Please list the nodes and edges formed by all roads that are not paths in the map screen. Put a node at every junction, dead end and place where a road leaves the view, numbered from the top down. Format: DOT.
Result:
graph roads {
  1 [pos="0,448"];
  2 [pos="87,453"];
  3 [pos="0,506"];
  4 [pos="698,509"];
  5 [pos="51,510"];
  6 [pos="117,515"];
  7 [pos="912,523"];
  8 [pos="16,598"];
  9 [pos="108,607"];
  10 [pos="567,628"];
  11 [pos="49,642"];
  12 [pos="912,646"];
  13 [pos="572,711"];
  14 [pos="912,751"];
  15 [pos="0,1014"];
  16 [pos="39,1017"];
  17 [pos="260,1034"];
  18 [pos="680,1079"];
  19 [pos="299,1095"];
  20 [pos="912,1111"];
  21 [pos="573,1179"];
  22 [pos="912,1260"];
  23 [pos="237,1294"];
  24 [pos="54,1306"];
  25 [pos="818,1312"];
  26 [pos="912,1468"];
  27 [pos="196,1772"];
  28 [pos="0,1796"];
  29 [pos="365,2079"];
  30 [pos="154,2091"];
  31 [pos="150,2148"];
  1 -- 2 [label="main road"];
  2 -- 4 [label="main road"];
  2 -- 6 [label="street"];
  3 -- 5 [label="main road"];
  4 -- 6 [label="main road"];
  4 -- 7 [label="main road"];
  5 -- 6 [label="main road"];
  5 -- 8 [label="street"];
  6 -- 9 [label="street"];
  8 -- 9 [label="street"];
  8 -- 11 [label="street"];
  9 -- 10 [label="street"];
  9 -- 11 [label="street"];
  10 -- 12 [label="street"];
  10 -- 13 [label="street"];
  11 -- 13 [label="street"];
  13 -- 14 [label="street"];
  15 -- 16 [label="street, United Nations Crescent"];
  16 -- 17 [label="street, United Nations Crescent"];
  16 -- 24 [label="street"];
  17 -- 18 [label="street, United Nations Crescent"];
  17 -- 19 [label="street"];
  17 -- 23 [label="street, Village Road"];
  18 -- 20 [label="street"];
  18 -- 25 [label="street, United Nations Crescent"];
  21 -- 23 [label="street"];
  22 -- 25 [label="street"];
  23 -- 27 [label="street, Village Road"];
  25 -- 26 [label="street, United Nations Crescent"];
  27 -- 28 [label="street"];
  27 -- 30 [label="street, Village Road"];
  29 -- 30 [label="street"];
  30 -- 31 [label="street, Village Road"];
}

────────────────

→ **Task directions**:
Copy out each line of the data exactly.

→ **Answer box**:
Please list the nodes and edges formed by all roads that are not paths in the map screen. Put a node at every junction, dead end and place where a road leaves the view, numbered from the top down. Format: DOT.
Result:
graph roads {
  1 [pos="0,448"];
  2 [pos="87,453"];
  3 [pos="0,506"];
  4 [pos="698,509"];
  5 [pos="51,510"];
  6 [pos="117,515"];
  7 [pos="912,523"];
  8 [pos="16,598"];
  9 [pos="108,607"];
  10 [pos="567,628"];
  11 [pos="49,642"];
  12 [pos="912,646"];
  13 [pos="572,711"];
  14 [pos="912,751"];
  15 [pos="0,1014"];
  16 [pos="39,1017"];
  17 [pos="260,1034"];
  18 [pos="680,1079"];
  19 [pos="299,1095"];
  20 [pos="912,1111"];
  21 [pos="573,1179"];
  22 [pos="912,1260"];
  23 [pos="237,1294"];
  24 [pos="54,1306"];
  25 [pos="818,1312"];
  26 [pos="912,1468"];
  27 [pos="196,1772"];
  28 [pos="0,1796"];
  29 [pos="365,2079"];
  30 [pos="154,2091"];
  31 [pos="150,2148"];
  1 -- 2 [label="main road"];
  2 -- 4 [label="main road"];
  2 -- 6 [label="street"];
  3 -- 5 [label="main road"];
  4 -- 6 [label="main road"];
  4 -- 7 [label="main road"];
  5 -- 6 [label="main road"];
  5 -- 8 [label="street"];
  6 -- 9 [label="street"];
  8 -- 9 [label="street"];
  8 -- 11 [label="street"];
  9 -- 10 [label="street"];
  9 -- 11 [label="street"];
  10 -- 12 [label="street"];
  10 -- 13 [label="street"];
  11 -- 13 [label="street"];
  13 -- 14 [label="street"];
  15 -- 16 [label="street, United Nations Crescent"];
  16 -- 17 [label="street, United Nations Crescent"];
  16 -- 24 [label="street"];
  17 -- 18 [label="street, United Nations Crescent"];
  17 -- 19 [label="street"];
  17 -- 23 [label="street, Village Road"];
  18 -- 20 [label="street"];
  18 -- 25 [label="street, United Nations Crescent"];
  21 -- 23 [label="street"];
  22 -- 25 [label="street"];
  23 -- 27 [label="street, Village Road"];
  25 -- 26 [label="street, United Nations Crescent"];
  27 -- 28 [label="street"];
  27 -- 30 [label="street, Village Road"];
  29 -- 30 [label="street"];
  30 -- 31 [label="street, Village Road"];
}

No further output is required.